Personally, I think you should pick the school where you can get the best education and grow the most personally. These are four really special years of life – to reduce them to an extended college entrance exam denies a young person something of real value.
Ok I guess I should say being a good “standardized multiple choice test taker”. Both of our kids are strong students who do well on tests in school. And S19 was just better at the SAT since he got a little more time per question. He showed me his last take home math final and it was insane. His college tests are the ones that really test critical thinking not the ACT or SAT.
And I stand by my statement that the ACT content is easy. It’s the perimeters of the test that make the difference - the quick pace and the science section that really tests no science ability. Then there is the pressure the kids are under to do well.
Anyway, I know plenty of kids who had great results without tests this last year. Maybe harder to know what’s up for next year but each school will handle it differently. Like I think I already mentioned, I would read each school’s test optional policy very carefully.

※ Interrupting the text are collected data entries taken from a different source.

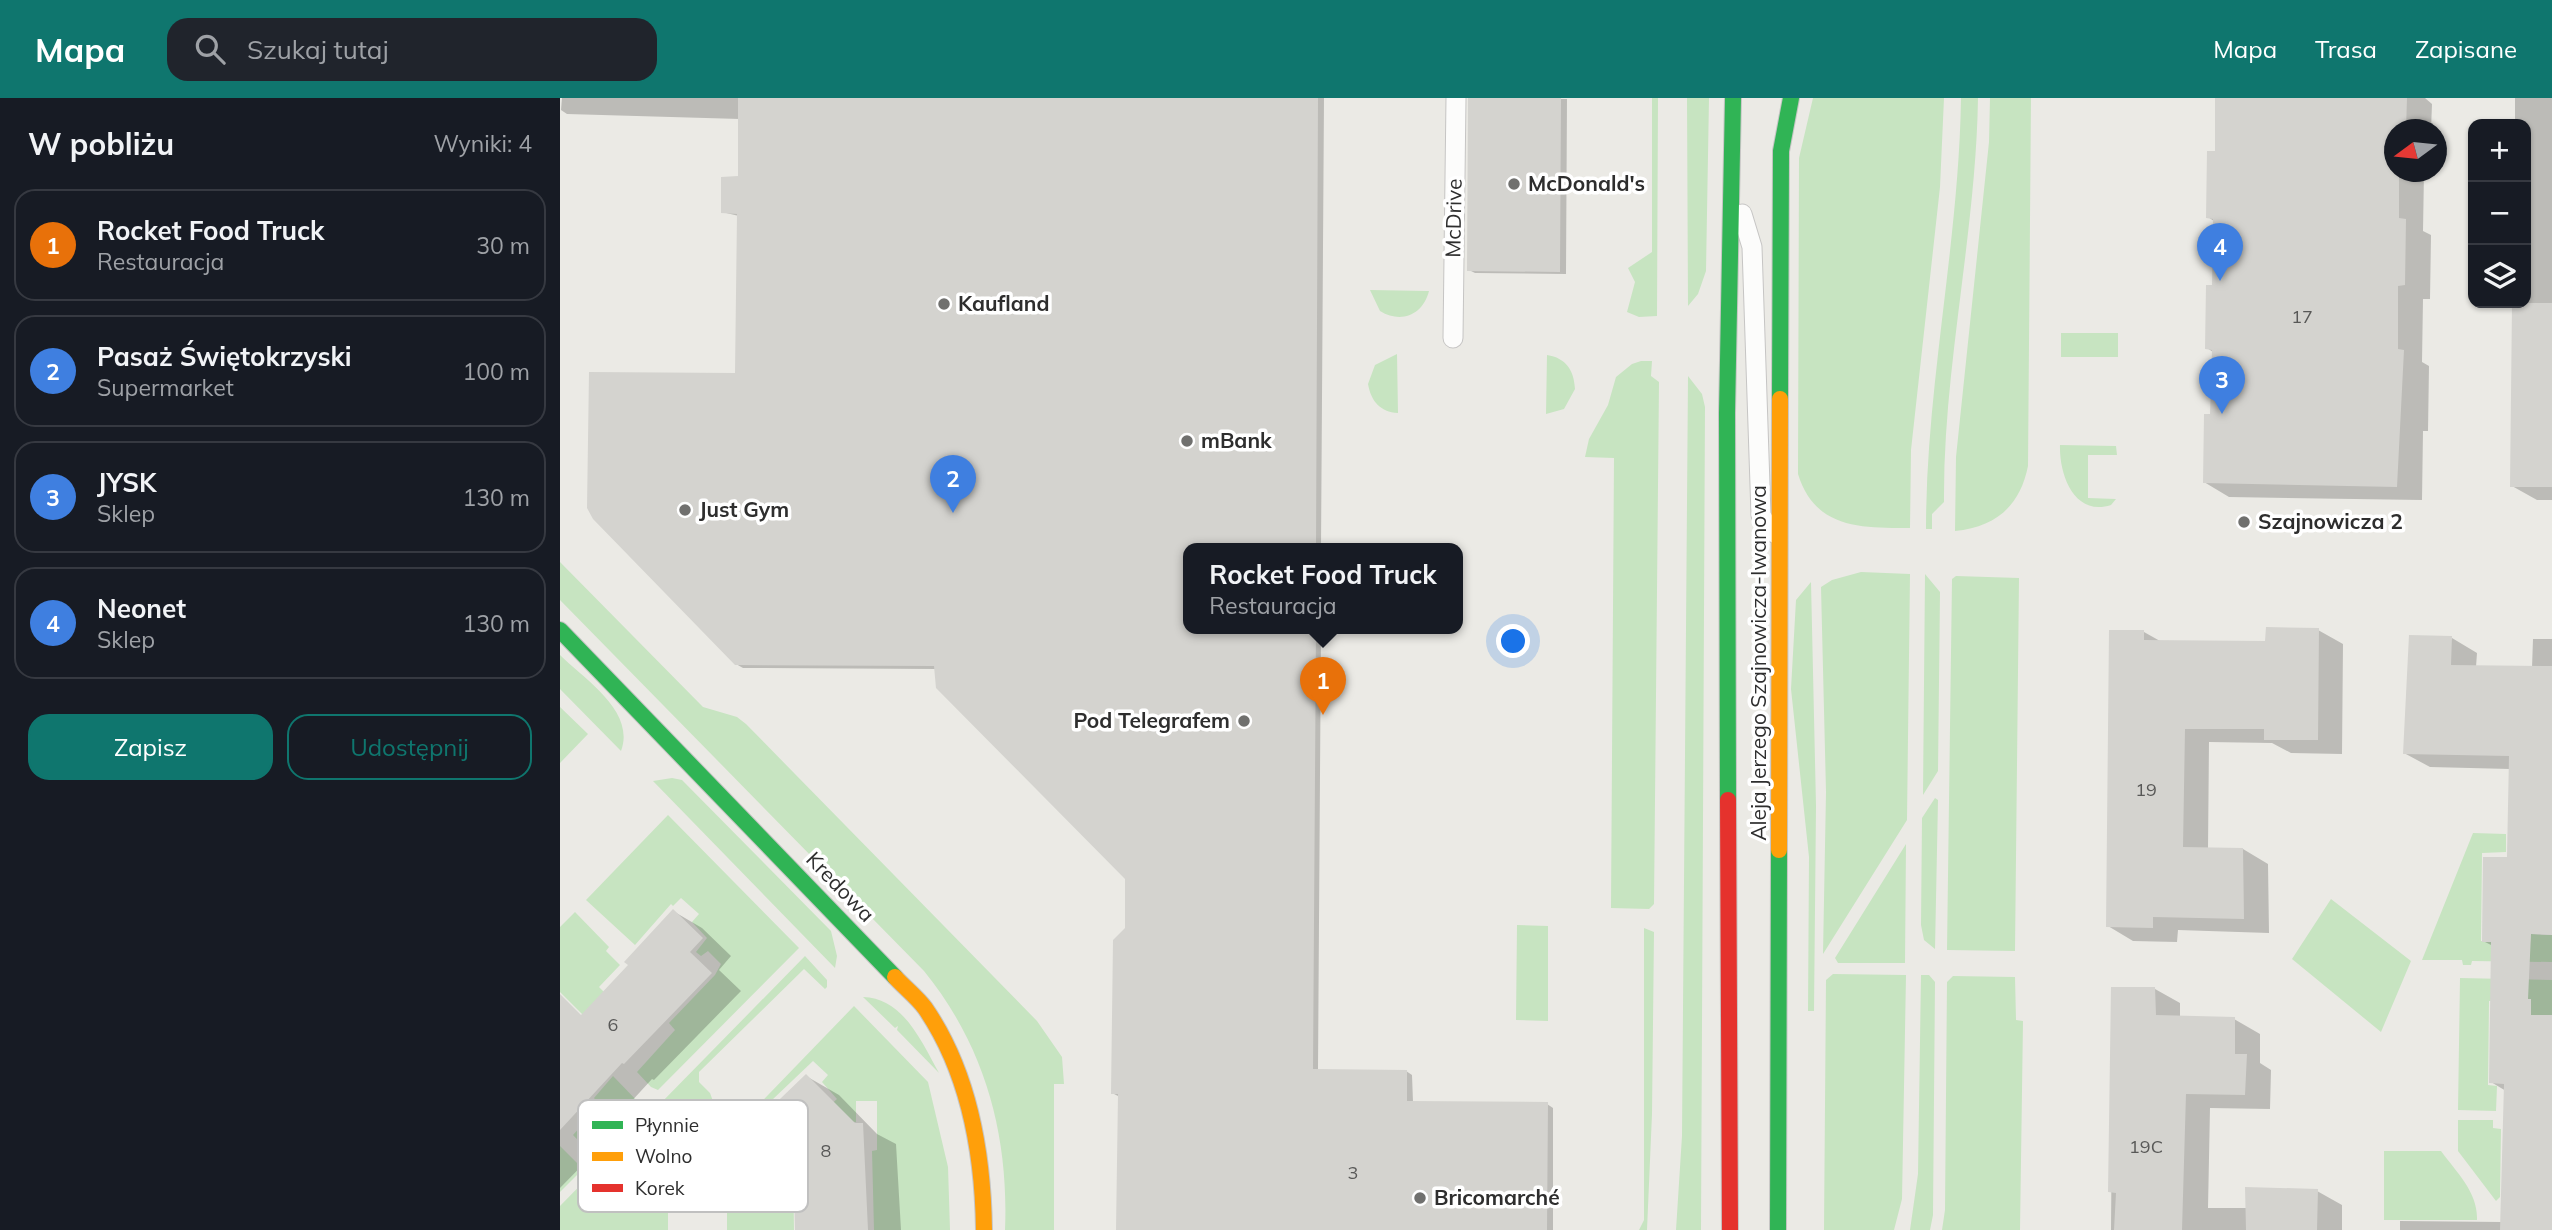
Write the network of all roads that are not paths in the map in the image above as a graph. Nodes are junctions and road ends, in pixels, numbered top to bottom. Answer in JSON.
{"nodes":[{"id":1,"x":1456,"y":98,"type":"edge"},
{"id":2,"x":1733,"y":98,"type":"edge"},
{"id":3,"x":1791,"y":98,"type":"edge"},
{"id":4,"x":1730,"y":173,"type":"junction"},
{"id":5,"x":1453,"y":338,"type":"dead end"},
{"id":6,"x":1780,"y":537,"type":"junction"},
{"id":7,"x":560,"y":630,"type":"edge"},
{"id":8,"x":984,"y":1230,"type":"edge"},
{"id":9,"x":1730,"y":1230,"type":"edge"},
{"id":10,"x":1778,"y":1230,"type":"edge"}],
"edges":[{"from":1,"to":5,"type":"lane","name":"McDrive"},
{"from":2,"to":4,"type":"main road","name":"Aleja Jerzego Szajnowicza-Iwanowa"},
{"from":3,"to":6,"type":"main road","name":"Aleja Jerzego Szajnowicza-Iwanowa"},
{"from":4,"to":6,"type":"lane"},
{"from":4,"to":9,"type":"main road","name":"Aleja Jerzego Szajnowicza-Iwanowa"},
{"from":6,"to":10,"type":"main road","name":"Aleja Jerzego Szajnowicza-Iwanowa"},
{"from":7,"to":8,"type":"main road","name":"Kredowa"}]}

I agree. Kids at our competitive high school enroll in top colleges way down into the class. These kids are prepared for college and AOs know that.

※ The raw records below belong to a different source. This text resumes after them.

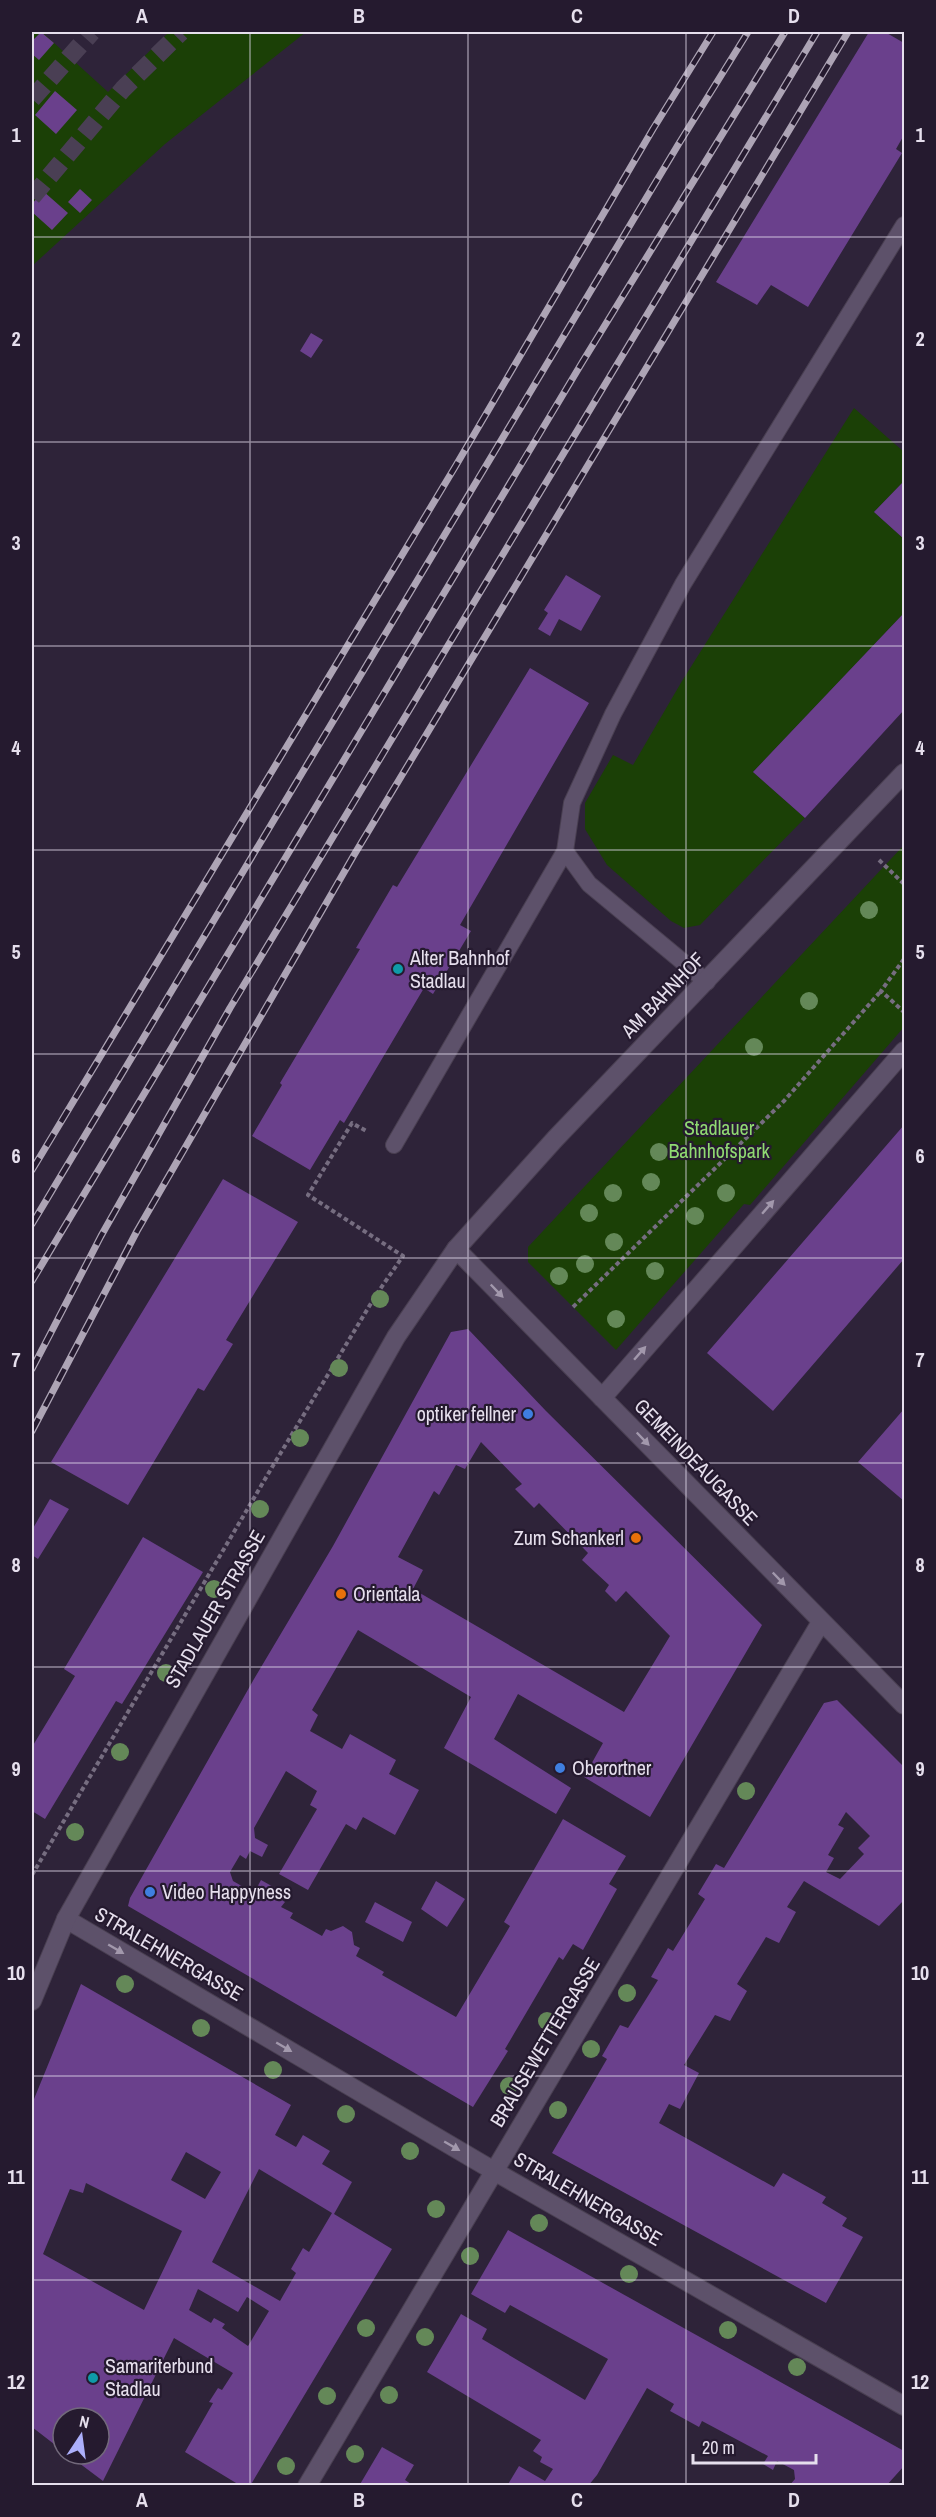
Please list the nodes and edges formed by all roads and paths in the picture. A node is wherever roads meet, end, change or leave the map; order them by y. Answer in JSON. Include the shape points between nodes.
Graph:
{"nodes":[{"id":1,"x":904,"y":225,"type":"edge"},
{"id":2,"x":904,"y":773,"type":"edge"},
{"id":3,"x":564,"y":851,"type":"junction"},
{"id":4,"x":879,"y":860,"type":"dead end"},
{"id":5,"x":904,"y":884,"type":"edge"},
{"id":6,"x":904,"y":959,"type":"edge"},
{"id":7,"x":707,"y":982,"type":"junction"},
{"id":8,"x":881,"y":991,"type":"junction"},
{"id":9,"x":904,"y":1012,"type":"edge"},
{"id":10,"x":904,"y":1051,"type":"edge"},
{"id":11,"x":394,"y":1145,"type":"joint"},
{"id":12,"x":456,"y":1249,"type":"junction"},
{"id":13,"x":573,"y":1307,"type":"dead end"},
{"id":14,"x":602,"y":1398,"type":"junction"},
{"id":15,"x":821,"y":1622,"type":"junction"},
{"id":16,"x":904,"y":1705,"type":"edge"},
{"id":17,"x":32,"y":1875,"type":"edge"},
{"id":18,"x":66,"y":1919,"type":"junction"},
{"id":19,"x":32,"y":2001,"type":"edge"},
{"id":20,"x":494,"y":2171,"type":"junction"},
{"id":21,"x":904,"y":2406,"type":"edge"},
{"id":22,"x":307,"y":2486,"type":"edge"}],
"edges":[{"from":1,"to":3,"type":"lane","via":[[683,584],[613,714],[572,803]]},
{"from":2,"to":7,"type":"street","name":"AM BAHNHOF"},
{"from":3,"to":7,"type":"lane","via":[[589,884]]},
{"from":3,"to":11,"type":"lane"},
{"from":4,"to":5,"type":"path"},
{"from":6,"to":8,"type":"path"},
{"from":7,"to":12,"type":"street","name":"AM BAHNHOF","via":[[555,1139]]},
{"from":8,"to":9,"type":"path"},
{"from":8,"to":13,"type":"path","via":[[784,1101]]},
{"from":14,"to":10,"type":"street","one_way":true},
{"from":11,"to":17,"type":"path","via":[[352,1123],[308,1196],[403,1256],[375,1295]]},
{"from":12,"to":14,"type":"street","name":"GEMEINDEAUGASSE","one_way":true},
{"from":12,"to":18,"type":"street","name":"STADLAUER STRASSE","via":[[396,1337]]},
{"from":14,"to":15,"type":"street","name":"GEMEINDEAUGASSE","one_way":true},
{"from":15,"to":16,"type":"street","name":"GEMEINDEAUGASSE"},
{"from":15,"to":20,"type":"street","name":"BRAUSEWETTERGASSE"},
{"from":18,"to":19,"type":"street","name":"STADLAUER STRASSE"},
{"from":18,"to":20,"type":"street","name":"STRALEHNERGASSE","one_way":true},
{"from":20,"to":21,"type":"street","name":"STRALEHNERGASSE"},
{"from":20,"to":22,"type":"street","name":"BRAUSEWETTERGASSE"}]}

Yes, that is the point I was making. If your school does not rank at all, it is better to be at the top of a regular school than somewhere other than top when rank can’t be delineated. These weren’t my words, but the AOs… And it was just a comment on the admissions process when looking at the same record with a rank and without, not in the intrinsic value of a more challenging education.
Yes, a lot of kids did well who wouldn’t have had those choices in a normal year, so I can see why they are happy.
Unfortunately, standardized tests are the ONLY standardized thing in the whole process, and people want to get rid of them in favor of subjective things like essays, which could be written by anyone. That’s great that you find the ACT to be easy, but the results show that the vast majority of students don’t, and I don’t think 95% of the population are ‘bad test takers’. Incidentally, processing speed correlates with and contributes to intelligence and performance, so it doesn’t make sense to discount the value of that. Kids who do poorly on the ACT (because of slower processing or whatever) can take the SAT. But at the end of the day, it is what it is and colleges are leaning more and more toward test optional because they can be more subjective in the whole process (which leads to more reliance on variables like ‘feeder high schools’ etc.). I’m happy to be done with it all at this point!